A few pictures of the recently-improved South Exit area at JR Ichikawa Station. The pedestrian deck was opened in February of this year, with the station plaza following in March. Ichikawa Station is a major station on the Sōbu Main Line between Tōkyō and Chiba, and both local (Sōbu Local Line) and rapid (Sōbu Rapid Line) trains stop here. Average daily entries are 58,900 passengers.
Source: http://building-pc.cocolog-nifty.com/helicopter/

First, an aerial to get us oriented. JR Ichikawa Station is at center, and adjacent to the station's South Exit is the recently-completed I-link Town Ichikawa redevelopment project. The East Tower is 37 stories (130 m) with 398 apartments, while the West Tower is 45 stories (160 m) and 572 condominiums. Also included are retail, a nursing home, government facilities, a library, and a day care facility. Most of the project came online in 2009.

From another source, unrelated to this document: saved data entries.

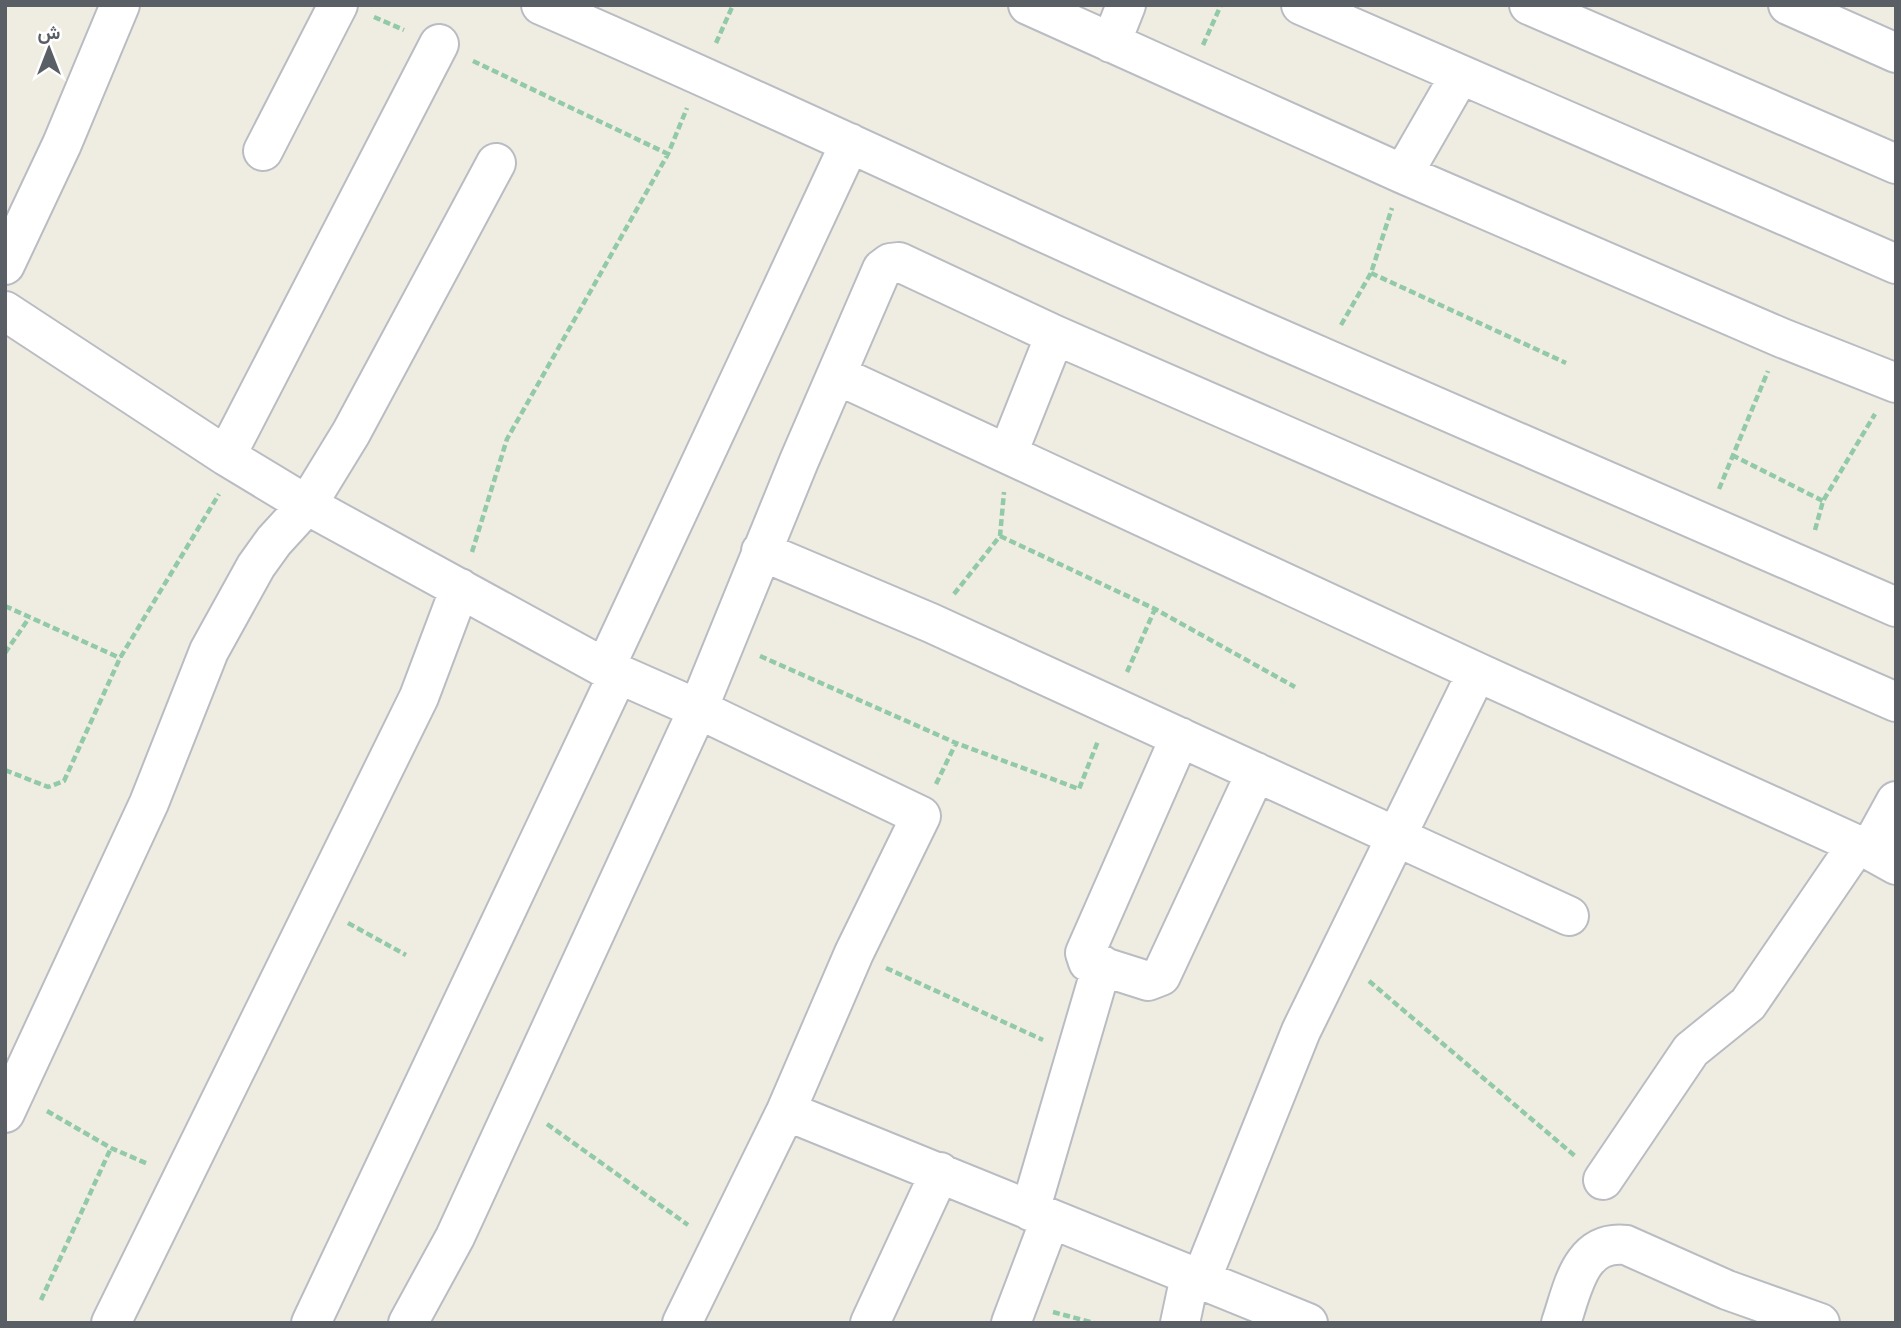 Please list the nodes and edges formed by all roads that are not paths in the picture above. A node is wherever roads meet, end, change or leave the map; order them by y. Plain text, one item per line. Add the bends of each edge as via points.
1 (120, 5) edge
2 (541, 5) edge
3 (1028, 5) edge
4 (1126, 5) edge
5 (1301, 5) edge
6 (1788, 5) edge
7 (1545, 9) edge
8 (354, 10) edge
9 (1111, 43) junction
10 (439, 44) road end
11 (1896, 53) edge
12 (1460, 75) junction
13 (850, 143) junction
14 (262, 151) dead end
15 (496, 163) dead end
16 (1896, 164) edge
17 (1403, 174) junction
18 (1896, 264) edge
19 (5, 265) edge
20 (5, 311) edge
21 (1055, 335) junction
22 (837, 375) junction
23 (1895, 382) edge
24 (1007, 453) junction
25 (232, 460) junction
26 (307, 505) junction
27 (761, 551) junction
28 (460, 588) junction
29 (1896, 607) edge
30 (611, 671) junction
31 (1477, 672) junction
32 (1896, 702) edge
33 (698, 709) junction
34 (1180, 737) junction
35 (1255, 772) junction
36 (1896, 801) edge
37 (1396, 838) junction
38 (1874, 854) edge
39 (1569, 916) dead end
40 (1101, 965) junction
41 (10, 1103) edge
42 (786, 1111) junction
43 (940, 1172) junction
44 (1603, 1180) road end
45 (1040, 1215) junction
46 (1195, 1278) junction
47 (111, 1323) edge
48 (311, 1323) edge
49 (408, 1323) edge
50 (682, 1323) edge
51 (870, 1323) edge
52 (1011, 1323) edge
53 (1180, 1323) edge
54 (1308, 1323) edge
55 (1561, 1323) edge
56 (1820, 1323) edge

1 - 19 street
2 - 13 street
3 - 9 street
4 - 9 street
5 - 12 street
6 - 11 street
7 - 16 street
8 - 14 street
9 - 17 street
10 - 25 street
12 - 17 street
12 - 18 street
13 - 29 street via 1322,358
13 - 30 street
15 - 26 street via 351,433
17 - 23 street
20 - 25 street
21 - 22 street via 895,261 882,269
21 - 24 street
21 - 32 street
22 - 24 street
22 - 27 street
24 - 31 street
25 - 26 street
26 - 28 street
26 - 41 street via 256,566 209,651 149,803
27 - 33 street
27 - 34 street
28 - 30 street
28 - 47 street via 419,697
30 - 33 street
30 - 48 street
31 - 37 street
31 - 38 street
33 - 42 street via 921,817 853,953
33 - 49 street via 455,1237
34 - 35 street
34 - 40 street via 1085,953 1088,962
35 - 37 street
35 - 40 street via 1161,976 1149,981
36 - 38 street
37 - 39 street
37 - 46 street via 1301,1031
38 - 44 street via 1748,1004 1691,1050
40 - 45 street
42 - 43 street
42 - 50 street
43 - 45 street
43 - 51 street
45 - 46 street
45 - 52 street
46 - 53 street
46 - 54 street
55 - 56 street via 1586,1259 1596,1248 1615,1244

The scene leaving JR Ichikawa Station at the South Exit. Escalators and stairwells take you to the second-level pedestrian deck or to ground level. An additional third level above is accessible by stairs or elevator.



Second-level pedestrian deck, which is covered and directly connected to both I-link Town Ichikawa towers.



Third-level pedestrian deck, which is open-air. On the other side of the glass is the train station, roughly at the same elevation, allowing visitors to get their trainspotting and people-watching done.



From the West Tower, showing the bi-level pedestrian deck. Behind, a Sōbu Local Line train is stopped at the station.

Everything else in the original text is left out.